You need to pay more attention. The word fetus appears nowhere in my comments, until now. Actually I used the word "babies"; I used that to emphasize that ApoE4 genes are found in normal people. I guess "babies" is now a buzz word.

As for what is a significant moral difference, and who does or doesn't suffer, you ought to say it's your opinion, because that is all it is.

Randall Parker said at November 6, 2007 7:29 PM:


Christian fundamentalists deny the overwhelming evidence for the evolution of species. Leftists look down on them. But leftists effectively deny the overwhelming evidence for local selective pressures on brain genes. That is incredibly unscientific. Look at the recent reaction to James Watson. It was entirely unscientific.

MostlyAPragmatist said at November 7, 2007 2:53 AM:


His comments weren't made in a scientific forum--they were made in the Times. It is too much to expect they be treated scientifically in mass media. I honestly don't see a conflict between left/right here.

I think the world distanced itself from Watson's statement because he said he believed our social policies in Africa will fail because they are not as smart as us. That link between lower IQs in Africa and failure of our social plans to increase standard of living requires a lot of justification that he didn't provide. His statement is indistinguishable from saying "Africans aren't smart enough to know what's good for them." That might not be what he meant, but this isn't an intellectual tete a tete , it's a newspaper interview--he should have had his filters turned on.

Randall Parker said at November 7, 2007 8:03 PM:


Plenty of scientists offer their opinions on many scientific subjects (e.g. global warming) to The Times and many other publications. They do not prove their opinions and to prove such opinions isn't even possible in many cases. Plus, the number of words in a newspaper story aren't enough to prove anything anyway. What Watson did wasn't unusual at all except for the fact that his scientific opinions on race are heresy.
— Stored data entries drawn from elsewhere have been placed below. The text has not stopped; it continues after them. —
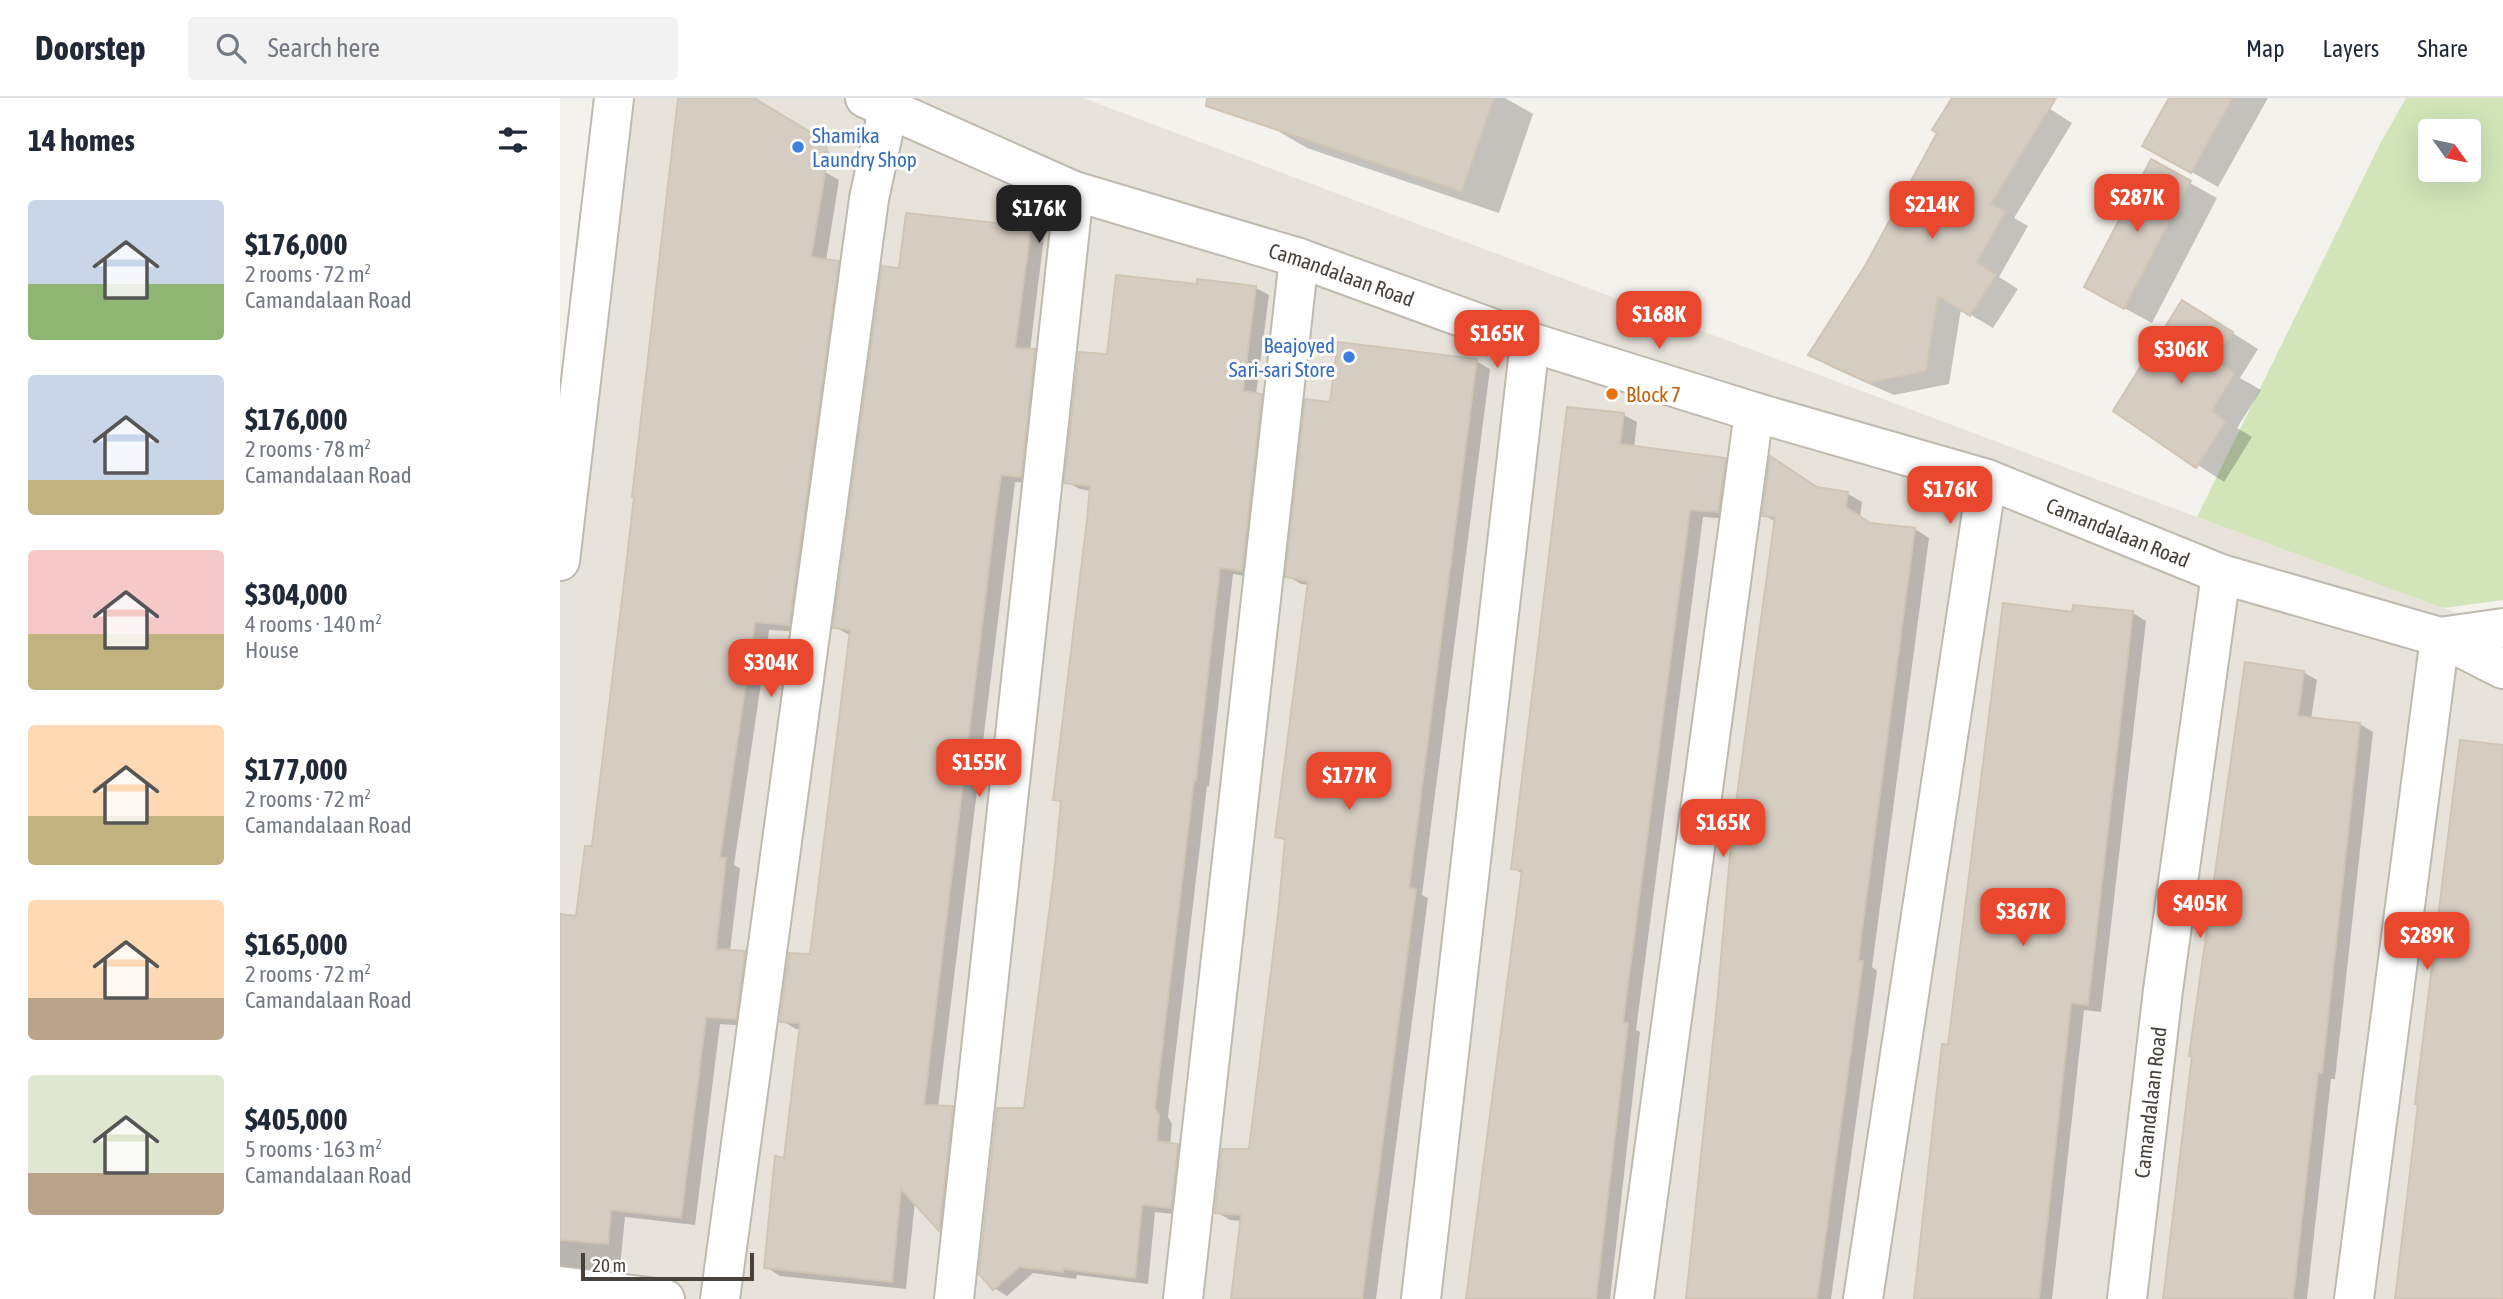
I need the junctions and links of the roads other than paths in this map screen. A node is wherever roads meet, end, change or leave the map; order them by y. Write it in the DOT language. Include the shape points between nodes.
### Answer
graph roads {
  1 [pos="614,98"];
  2 [pos="876,104"];
  3 [pos="1074,191"];
  4 [pos="1299,258"];
  5 [pos="1530,342"];
  6 [pos="1754,412"];
  7 [pos="1987,479"];
  8 [pos="560,561"];
  9 [pos="2221,574"];
  10 [pos="2503,628"];
  11 [pos="2440,637"];
  12 [pos="2503,669"];
  13 [pos="560,1286"];
  14 [pos="665,1299"];
  15 [pos="720,1299"];
  16 [pos="954,1299"];
  17 [pos="1183,1299"];
  18 [pos="1421,1299"];
  19 [pos="1634,1299"];
  20 [pos="1863,1299"];
  21 [pos="2127,1299"];
  22 [pos="2354,1299"];
  1 -- 8 [label="street"];
  2 -- 3 [label="street, Camandalaan Road"];
  2 -- 15 [label="street" via="869,199"];
  3 -- 4 [label="street, Camandalaan Road"];
  3 -- 16 [label="street"];
  4 -- 5 [label="street, Camandalaan Road"];
  4 -- 17 [label="street"];
  5 -- 6 [label="street, Camandalaan Road"];
  5 -- 18 [label="street"];
  6 -- 7 [label="street, Camandalaan Road"];
  6 -- 19 [label="street"];
  7 -- 9 [label="street, Camandalaan Road"];
  7 -- 20 [label="street"];
  9 -- 11 [label="street, Camandalaan Road"];
  9 -- 21 [label="street, Camandalaan Road" via="2163,990"];
  10 -- 11 [label="street"];
  11 -- 12 [label="street"];
  11 -- 22 [label="street"];
  13 -- 14 [label="street"];
}
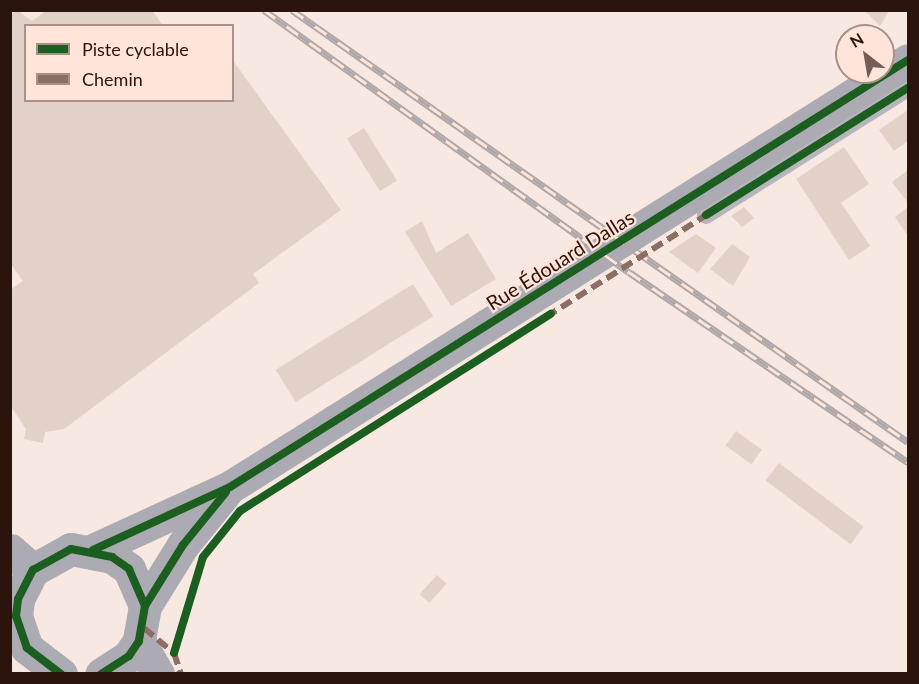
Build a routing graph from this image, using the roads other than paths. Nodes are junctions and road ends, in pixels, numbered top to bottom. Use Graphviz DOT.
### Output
graph roads {
  1 [pos="909,60"];
  2 [pos="909,88"];
  3 [pos="706,215"];
  4 [pos="230,487"];
  5 [pos="93,549"];
  6 [pos="22,560"];
  7 [pos="145,606"];
  8 [pos="13,619"];
  9 [pos="139,641"];
  10 [pos="54,673"];
  11 [pos="101,674"];
  12 [pos="158,674"];
  1 -- 4 [label="street, Rue Édouard Dallas"];
  2 -- 3 [label="lane"];
  4 -- 5 [label="street, Rue Édouard Dallas"];
  4 -- 7 [label="street, Rue Édouard Dallas"];
  5 -- 6 [label="street, Rue Édouard Dallas"];
  5 -- 7 [label="street"];
  6 -- 8 [label="street"];
  7 -- 9 [label="street"];
  8 -- 10 [label="street"];
  9 -- 11 [label="street"];
  9 -- 12 [label="street"];
}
Basically, you seem to be arguing that one shouldn't voice a heresy until and unless one can prove it. Um, too many people have their filters on and too many people are in the closet as regards their views on this particular heresy. If everyone felt compelled to be honest tomorrow Watson would suddenly find himself in the company of a huge number of scientists on this topic. Some accomplished scientists agree with Watson who won't say so publically.